佐渡無名異焼

  • 新潟県佐渡市
  • 伝統工芸品 | 陶磁器
準備中
佐渡無名異焼は、日本の数ある陶磁器のなかでも、際立ってストイックで異質な美を放つ産地です。旅先でこの器に出会うとき、私たちは一般的な土物とは一線を画する、まるで磨き上げられた鉄器や深紅の宝石を思わせる「極限の硬質感」に圧倒されることになります。 美しさを決定づけているのは、佐渡金銀山の周辺から産…

佐渡無名異焼は、日本の数ある陶磁器のなかでも、際立ってストイックで異質な美を放つ産地です。旅先でこの器に出会うとき、私たちは一般的な土物とは一線を画する、まるで磨き上げられた鉄器や深紅の宝石を思わせる「極限の硬質感」に圧倒されることになります。

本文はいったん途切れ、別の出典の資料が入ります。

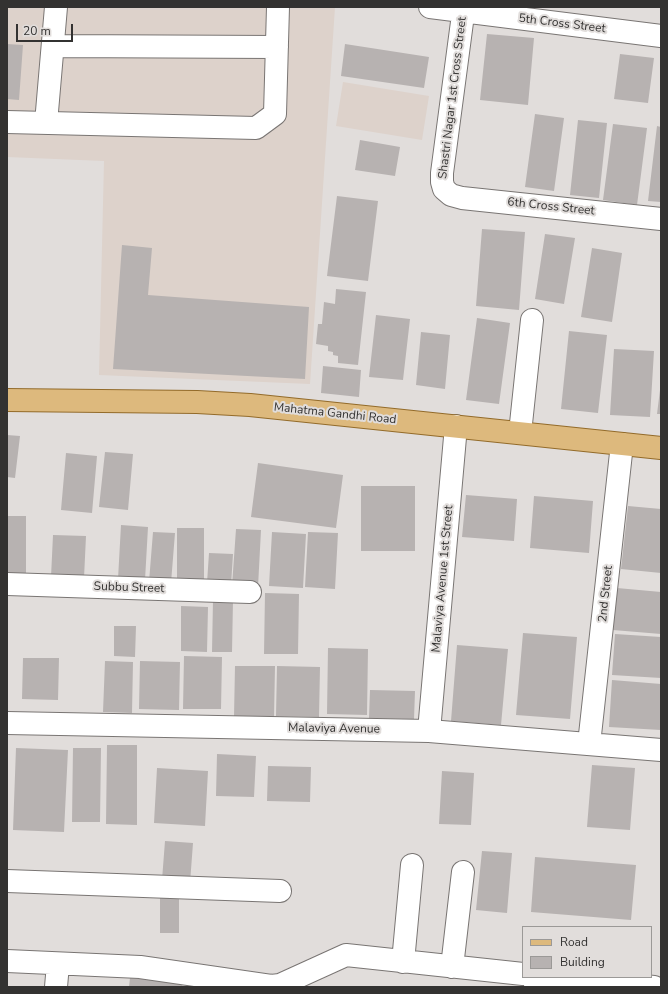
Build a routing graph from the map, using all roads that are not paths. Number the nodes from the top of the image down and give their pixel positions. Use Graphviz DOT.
graph roads {
  1 [pos="56,7"];
  2 [pos="278,7"];
  3 [pos="430,7"];
  4 [pos="463,9"];
  5 [pos="661,36"];
  6 [pos="53,46"];
  7 [pos="277,47"];
  8 [pos="7,122"];
  9 [pos="46,123"];
  10 [pos="444,189"];
  11 [pos="661,219"];
  12 [pos="532,320"];
  13 [pos="7,400"];
  14 [pos="456,426"];
  15 [pos="520,433"];
  16 [pos="622,444"];
  17 [pos="661,448"];
  18 [pos="7,584"];
  19 [pos="250,592"];
  20 [pos="7,723"];
  21 [pos="429,731"];
  22 [pos="589,744"];
  23 [pos="661,750"];
  24 [pos="412,864"];
  25 [pos="463,872"];
  26 [pos="7,881"];
  27 [pos="280,891"];
  28 [pos="7,961"];
  29 [pos="402,962"];
  30 [pos="58,964"];
  31 [pos="452,967"];
  32 [pos="522,974"];
  33 [pos="562,978"];
  34 [pos="291,984"];
  35 [pos="56,987"];
  36 [pos="654,987"];
  1 -- 6 [label="street"];
  2 -- 7 [label="street"];
  3 -- 4 [label="street, 5th Cross Street"];
  4 -- 5 [label="street, 5th Cross Street"];
  4 -- 10 [label="street, Shastri Nagar 1st Cross Street"];
  6 -- 7 [label="street"];
  6 -- 9 [label="street"];
  7 -- 9 [label="street"];
  8 -- 9 [label="street"];
  10 -- 11 [label="street, 6th Cross Street"];
  12 -- 15 [label="street"];
  13 -- 14 [label="main road, Mahatma Gandhi Road"];
  14 -- 15 [label="main road, Mahatma Gandhi Road"];
  14 -- 21 [label="street, Malaviya Avenue 1st Street"];
  15 -- 16 [label="main road, Mahatma Gandhi Road"];
  16 -- 17 [label="main road, Mahatma Gandhi Road"];
  16 -- 22 [label="street, 2nd Street"];
  18 -- 19 [label="street, Subbu Street"];
  20 -- 21 [label="street, Malaviya Avenue"];
  21 -- 22 [label="street, Malaviya Avenue"];
  22 -- 23 [label="street, Malaviya Avenue"];
  24 -- 29 [label="street"];
  25 -- 31 [label="street"];
  26 -- 27 [label="street"];
  28 -- 30 [label="street"];
  29 -- 31 [label="street"];
  29 -- 34 [label="street"];
  30 -- 34 [label="street"];
  30 -- 35 [label="street"];
  31 -- 32 [label="street"];
  33 -- 36 [label="street"];
}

美しさを決定づけているのは、佐渡金銀山の周辺から産出される「無名異」と呼ばれる酸化鉄を豊富に含んだ赤土です。職人たちはこの極めて粒子が細かく、成形が困難な赤泥を独自の知恵で手懐け、極限まで緻密に焼き締めていきます。1200度以上の超高温の炎で限界まで焼き上げられたその肌は、ガラス質の釉薬を一切纏わない無釉でありながら、驚くほど滑らかで金属的な質感を獲得するのです。

焼き上がった後に施される「生砂磨き」という独自の工程が特徴です。職人が器の表面を丁寧に磨き上げることで、鈍い真紅の土肌から、吸い込まれそうなほど深い「燻し銀のような光沢」が引き出されます。この作為を削ぎ落とした静律な佇まいは、現代のミニマルなインテリアやモダンな食卓において、圧倒的な存在感を放ちます。